**Available data**:
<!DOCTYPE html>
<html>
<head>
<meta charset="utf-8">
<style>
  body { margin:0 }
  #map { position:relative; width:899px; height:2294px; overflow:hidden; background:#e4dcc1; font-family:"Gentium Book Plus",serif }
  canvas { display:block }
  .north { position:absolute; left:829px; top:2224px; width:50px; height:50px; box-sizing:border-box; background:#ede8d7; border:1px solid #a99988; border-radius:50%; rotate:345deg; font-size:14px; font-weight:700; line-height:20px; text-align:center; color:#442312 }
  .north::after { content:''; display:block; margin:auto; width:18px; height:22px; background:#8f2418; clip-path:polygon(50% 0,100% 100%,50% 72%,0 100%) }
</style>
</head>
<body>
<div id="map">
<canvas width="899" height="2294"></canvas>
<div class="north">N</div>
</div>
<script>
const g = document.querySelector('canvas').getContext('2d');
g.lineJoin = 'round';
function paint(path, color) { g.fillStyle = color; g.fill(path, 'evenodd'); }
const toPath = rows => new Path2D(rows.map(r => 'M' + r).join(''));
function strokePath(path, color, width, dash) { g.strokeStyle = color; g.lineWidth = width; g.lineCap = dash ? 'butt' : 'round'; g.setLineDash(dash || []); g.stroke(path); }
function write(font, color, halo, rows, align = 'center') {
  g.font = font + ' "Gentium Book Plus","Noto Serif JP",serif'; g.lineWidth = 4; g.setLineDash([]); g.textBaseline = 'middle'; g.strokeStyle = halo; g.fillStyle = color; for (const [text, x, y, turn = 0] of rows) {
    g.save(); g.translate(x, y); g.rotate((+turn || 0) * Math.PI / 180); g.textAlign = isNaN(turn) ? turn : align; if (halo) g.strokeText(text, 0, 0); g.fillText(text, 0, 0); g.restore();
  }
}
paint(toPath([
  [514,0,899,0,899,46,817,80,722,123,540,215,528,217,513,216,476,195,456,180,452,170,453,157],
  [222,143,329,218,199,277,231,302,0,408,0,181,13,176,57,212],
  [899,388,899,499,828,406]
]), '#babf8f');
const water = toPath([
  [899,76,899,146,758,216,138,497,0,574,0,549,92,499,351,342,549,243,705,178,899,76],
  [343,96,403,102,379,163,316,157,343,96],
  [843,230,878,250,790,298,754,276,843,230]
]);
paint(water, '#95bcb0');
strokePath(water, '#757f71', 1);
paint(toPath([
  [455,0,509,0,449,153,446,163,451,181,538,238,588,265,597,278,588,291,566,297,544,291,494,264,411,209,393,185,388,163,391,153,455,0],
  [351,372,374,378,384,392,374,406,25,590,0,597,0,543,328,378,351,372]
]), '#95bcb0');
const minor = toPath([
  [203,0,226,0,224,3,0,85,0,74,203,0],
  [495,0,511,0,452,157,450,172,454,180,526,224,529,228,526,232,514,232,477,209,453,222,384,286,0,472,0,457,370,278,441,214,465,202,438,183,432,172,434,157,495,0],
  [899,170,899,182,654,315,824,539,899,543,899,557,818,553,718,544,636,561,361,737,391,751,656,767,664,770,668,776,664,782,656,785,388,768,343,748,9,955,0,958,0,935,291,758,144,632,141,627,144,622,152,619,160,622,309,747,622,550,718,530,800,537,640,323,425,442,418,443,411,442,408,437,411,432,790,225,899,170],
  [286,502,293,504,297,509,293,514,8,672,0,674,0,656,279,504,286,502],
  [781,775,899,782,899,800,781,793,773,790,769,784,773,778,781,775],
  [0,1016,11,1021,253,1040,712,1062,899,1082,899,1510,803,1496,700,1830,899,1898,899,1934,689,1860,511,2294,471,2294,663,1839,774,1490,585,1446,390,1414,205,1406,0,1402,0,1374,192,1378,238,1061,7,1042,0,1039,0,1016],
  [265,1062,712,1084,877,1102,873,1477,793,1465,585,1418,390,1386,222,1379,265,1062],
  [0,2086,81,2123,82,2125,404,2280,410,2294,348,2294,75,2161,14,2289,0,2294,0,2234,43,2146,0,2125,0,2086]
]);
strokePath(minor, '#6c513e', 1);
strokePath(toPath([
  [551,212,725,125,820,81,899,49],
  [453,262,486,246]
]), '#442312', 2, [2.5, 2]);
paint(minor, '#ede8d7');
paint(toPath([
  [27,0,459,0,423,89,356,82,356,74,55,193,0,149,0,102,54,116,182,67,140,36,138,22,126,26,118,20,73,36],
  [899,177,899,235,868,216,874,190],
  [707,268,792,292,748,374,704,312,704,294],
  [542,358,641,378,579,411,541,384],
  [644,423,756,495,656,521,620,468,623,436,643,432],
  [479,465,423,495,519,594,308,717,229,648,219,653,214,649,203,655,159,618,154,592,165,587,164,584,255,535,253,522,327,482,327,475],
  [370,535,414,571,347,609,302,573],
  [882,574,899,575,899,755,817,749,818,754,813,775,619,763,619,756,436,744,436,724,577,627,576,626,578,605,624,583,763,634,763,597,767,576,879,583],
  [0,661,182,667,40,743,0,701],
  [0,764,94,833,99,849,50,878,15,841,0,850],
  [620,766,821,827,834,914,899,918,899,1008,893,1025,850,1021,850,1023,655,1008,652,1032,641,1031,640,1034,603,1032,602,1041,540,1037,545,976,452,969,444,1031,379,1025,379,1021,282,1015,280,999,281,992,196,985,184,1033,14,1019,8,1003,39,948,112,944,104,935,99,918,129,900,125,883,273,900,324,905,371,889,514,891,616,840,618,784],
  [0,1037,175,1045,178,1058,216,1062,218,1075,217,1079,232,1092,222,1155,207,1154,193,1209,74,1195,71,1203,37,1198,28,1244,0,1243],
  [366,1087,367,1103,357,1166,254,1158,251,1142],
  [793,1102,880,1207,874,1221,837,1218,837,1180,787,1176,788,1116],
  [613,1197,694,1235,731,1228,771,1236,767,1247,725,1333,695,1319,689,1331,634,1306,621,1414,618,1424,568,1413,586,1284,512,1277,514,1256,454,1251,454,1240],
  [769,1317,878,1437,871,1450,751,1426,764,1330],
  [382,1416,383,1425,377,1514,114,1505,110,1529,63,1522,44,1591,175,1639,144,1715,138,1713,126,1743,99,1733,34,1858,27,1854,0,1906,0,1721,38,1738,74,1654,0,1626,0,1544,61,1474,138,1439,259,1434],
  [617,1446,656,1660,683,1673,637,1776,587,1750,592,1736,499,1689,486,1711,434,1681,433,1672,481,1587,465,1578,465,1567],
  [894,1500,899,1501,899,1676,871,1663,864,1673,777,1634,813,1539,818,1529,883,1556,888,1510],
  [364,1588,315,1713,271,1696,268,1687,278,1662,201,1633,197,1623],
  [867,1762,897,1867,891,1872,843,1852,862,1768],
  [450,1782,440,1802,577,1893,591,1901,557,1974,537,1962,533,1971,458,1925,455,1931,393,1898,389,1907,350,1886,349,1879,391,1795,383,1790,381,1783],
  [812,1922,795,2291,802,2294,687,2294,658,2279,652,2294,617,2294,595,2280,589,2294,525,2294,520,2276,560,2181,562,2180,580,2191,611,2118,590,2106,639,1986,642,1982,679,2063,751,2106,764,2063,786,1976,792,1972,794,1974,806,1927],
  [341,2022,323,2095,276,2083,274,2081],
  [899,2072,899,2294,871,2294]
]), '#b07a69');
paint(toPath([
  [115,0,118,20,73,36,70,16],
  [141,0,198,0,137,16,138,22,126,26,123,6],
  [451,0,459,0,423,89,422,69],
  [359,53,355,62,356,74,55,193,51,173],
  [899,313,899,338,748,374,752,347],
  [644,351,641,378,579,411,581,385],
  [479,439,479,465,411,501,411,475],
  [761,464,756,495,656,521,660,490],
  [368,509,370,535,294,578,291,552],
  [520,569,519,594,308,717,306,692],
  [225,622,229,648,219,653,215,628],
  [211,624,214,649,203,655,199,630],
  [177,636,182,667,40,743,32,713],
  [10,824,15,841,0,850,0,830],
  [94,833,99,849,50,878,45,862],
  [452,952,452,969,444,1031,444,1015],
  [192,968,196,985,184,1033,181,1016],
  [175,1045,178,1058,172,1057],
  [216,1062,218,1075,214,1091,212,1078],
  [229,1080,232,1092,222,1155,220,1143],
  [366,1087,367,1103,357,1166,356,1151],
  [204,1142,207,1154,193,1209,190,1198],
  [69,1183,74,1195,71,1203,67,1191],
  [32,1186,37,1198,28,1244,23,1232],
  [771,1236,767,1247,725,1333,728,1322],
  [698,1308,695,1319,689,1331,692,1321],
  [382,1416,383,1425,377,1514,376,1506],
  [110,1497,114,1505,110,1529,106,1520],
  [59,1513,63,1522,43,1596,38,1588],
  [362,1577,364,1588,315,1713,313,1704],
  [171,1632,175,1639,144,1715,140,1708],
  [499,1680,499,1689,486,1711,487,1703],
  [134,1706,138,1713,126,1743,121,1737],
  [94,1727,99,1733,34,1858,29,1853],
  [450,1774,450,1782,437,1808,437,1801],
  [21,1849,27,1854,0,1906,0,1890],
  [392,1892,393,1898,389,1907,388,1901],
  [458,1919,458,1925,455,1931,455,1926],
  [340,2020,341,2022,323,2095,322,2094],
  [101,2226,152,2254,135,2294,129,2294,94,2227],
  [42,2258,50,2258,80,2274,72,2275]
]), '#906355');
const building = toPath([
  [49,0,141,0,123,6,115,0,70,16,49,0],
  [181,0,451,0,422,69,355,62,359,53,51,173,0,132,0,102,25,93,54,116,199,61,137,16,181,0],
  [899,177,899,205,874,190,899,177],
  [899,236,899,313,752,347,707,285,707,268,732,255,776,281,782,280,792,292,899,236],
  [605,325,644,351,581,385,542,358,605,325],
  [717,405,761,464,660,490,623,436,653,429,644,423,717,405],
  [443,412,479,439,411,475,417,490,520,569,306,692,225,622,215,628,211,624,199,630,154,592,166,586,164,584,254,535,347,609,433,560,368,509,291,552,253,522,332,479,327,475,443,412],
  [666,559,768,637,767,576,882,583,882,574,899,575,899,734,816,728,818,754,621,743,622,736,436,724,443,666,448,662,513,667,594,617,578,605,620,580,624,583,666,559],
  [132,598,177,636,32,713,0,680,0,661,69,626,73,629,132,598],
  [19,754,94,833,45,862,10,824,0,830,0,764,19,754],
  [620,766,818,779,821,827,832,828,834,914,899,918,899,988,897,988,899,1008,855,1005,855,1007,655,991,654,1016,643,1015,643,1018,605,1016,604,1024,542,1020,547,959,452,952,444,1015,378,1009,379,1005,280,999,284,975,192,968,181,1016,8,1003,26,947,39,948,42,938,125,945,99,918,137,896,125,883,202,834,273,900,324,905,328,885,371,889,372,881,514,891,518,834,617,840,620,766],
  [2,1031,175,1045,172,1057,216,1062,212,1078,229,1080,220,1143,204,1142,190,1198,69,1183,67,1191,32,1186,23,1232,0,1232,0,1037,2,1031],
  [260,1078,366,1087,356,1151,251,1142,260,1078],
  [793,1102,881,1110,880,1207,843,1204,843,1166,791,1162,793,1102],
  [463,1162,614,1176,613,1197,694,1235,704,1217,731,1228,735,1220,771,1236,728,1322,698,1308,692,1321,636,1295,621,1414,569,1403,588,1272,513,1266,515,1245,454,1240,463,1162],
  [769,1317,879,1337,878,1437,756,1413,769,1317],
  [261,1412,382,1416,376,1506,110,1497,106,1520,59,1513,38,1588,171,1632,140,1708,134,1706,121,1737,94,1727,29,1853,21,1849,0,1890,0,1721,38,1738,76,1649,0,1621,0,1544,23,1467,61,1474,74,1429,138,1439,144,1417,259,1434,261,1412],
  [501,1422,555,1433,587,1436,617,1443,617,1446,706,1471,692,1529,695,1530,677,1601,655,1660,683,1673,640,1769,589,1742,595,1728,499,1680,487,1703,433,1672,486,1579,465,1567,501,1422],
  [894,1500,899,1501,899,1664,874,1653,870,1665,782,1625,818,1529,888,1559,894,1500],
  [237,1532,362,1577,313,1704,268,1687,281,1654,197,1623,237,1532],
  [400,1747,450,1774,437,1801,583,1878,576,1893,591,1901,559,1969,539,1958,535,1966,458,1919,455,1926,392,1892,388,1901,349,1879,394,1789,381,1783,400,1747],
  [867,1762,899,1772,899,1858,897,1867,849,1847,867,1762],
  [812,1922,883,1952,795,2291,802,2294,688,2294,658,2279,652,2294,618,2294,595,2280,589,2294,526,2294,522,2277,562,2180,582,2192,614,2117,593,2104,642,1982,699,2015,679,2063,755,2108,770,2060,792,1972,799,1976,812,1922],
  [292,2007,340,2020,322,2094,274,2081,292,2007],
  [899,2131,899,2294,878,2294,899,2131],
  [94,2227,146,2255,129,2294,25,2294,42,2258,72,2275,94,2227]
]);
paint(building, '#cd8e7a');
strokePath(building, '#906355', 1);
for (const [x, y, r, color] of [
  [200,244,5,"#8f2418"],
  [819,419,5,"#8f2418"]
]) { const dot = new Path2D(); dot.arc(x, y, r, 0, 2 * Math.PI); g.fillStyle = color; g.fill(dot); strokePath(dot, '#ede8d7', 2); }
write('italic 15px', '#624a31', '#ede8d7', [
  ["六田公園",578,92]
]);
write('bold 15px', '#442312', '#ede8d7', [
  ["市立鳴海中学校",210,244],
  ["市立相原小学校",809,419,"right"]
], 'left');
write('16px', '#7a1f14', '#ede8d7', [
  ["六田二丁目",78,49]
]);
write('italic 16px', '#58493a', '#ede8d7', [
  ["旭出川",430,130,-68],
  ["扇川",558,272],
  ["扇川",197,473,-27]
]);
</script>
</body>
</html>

**Work to complete**: Among the lines above, which ones include the word "lineWidth"? Copy them.

**Output of the exercise**:
function strokePath(path, color, width, dash) { g.strokeStyle = color; g.lineWidth = width; g.lineCap = dash ? 'butt' : 'round'; g.setLineDash(dash || []); g.stroke(path); }
  g.font = font + ' "Gentium Book Plus","Noto Serif JP",serif'; g.lineWidth = 4; g.setLineDash([]); g.textBaseline = 'middle'; g.strokeStyle = halo; g.fillStyle = color; for (const [text, x, y, turn = 0] of rows) {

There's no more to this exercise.